Phosphoproteomic analysis of Arabidopsis membranes reveals novel elements involved in response to oligogalacturonides

Oligogalacturonides (OGs) are plant endogenous elicitors that accumulate during fungal infection and can act as danger signals to activate the plant immune response. We used 2-D DIGE proteomic analysis coupled with phospho-specific ProQ Diamond staining for a quantitative measure of both protein abundance variation and phosphorylation state changes in total microsomes of OG-treated Arabidopsis seedlings. Two proteins PCaP1 and DET3, which undergo phosphorylation changes after 10 min upon OG treatment, were further investigated. PCaP1 is a plasma membrane-associated protein that binds Ca2+ and phosphatidylinositol phosphates, major components of intracellular signaling. DE-ETIOLATED3 (DET3) encodes the subunit C of the vacuolar H+–ATPase. PCaP1 is present as a multispot protein in 2D gels.

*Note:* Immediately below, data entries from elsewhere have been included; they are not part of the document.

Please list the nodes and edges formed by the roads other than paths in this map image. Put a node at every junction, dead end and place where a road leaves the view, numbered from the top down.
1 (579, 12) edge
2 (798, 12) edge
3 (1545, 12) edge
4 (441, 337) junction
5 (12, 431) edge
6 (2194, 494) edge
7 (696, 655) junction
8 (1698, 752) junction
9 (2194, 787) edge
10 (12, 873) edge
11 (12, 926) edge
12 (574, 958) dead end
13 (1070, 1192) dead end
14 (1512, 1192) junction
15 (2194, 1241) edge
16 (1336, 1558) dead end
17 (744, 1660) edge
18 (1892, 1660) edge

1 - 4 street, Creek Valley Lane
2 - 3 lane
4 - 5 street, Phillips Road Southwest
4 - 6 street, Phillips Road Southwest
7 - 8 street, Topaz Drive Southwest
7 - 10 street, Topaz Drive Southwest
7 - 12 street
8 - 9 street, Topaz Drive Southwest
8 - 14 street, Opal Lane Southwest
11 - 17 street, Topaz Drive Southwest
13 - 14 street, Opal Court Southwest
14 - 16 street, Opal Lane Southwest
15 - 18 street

Null pcap1 and det3 mutant seedlings are compromised in OG-induced phosphorylation of the mitogen activated kinases (MAPKs) MPK3 and MPK6, and in several early responses to both OGs and a bacterial pathogen-associated molecular pattern (PAMP), flg22, indicating that PCaP1 and DET3 are required for full activation of the defense responses triggered by biotic elicitors.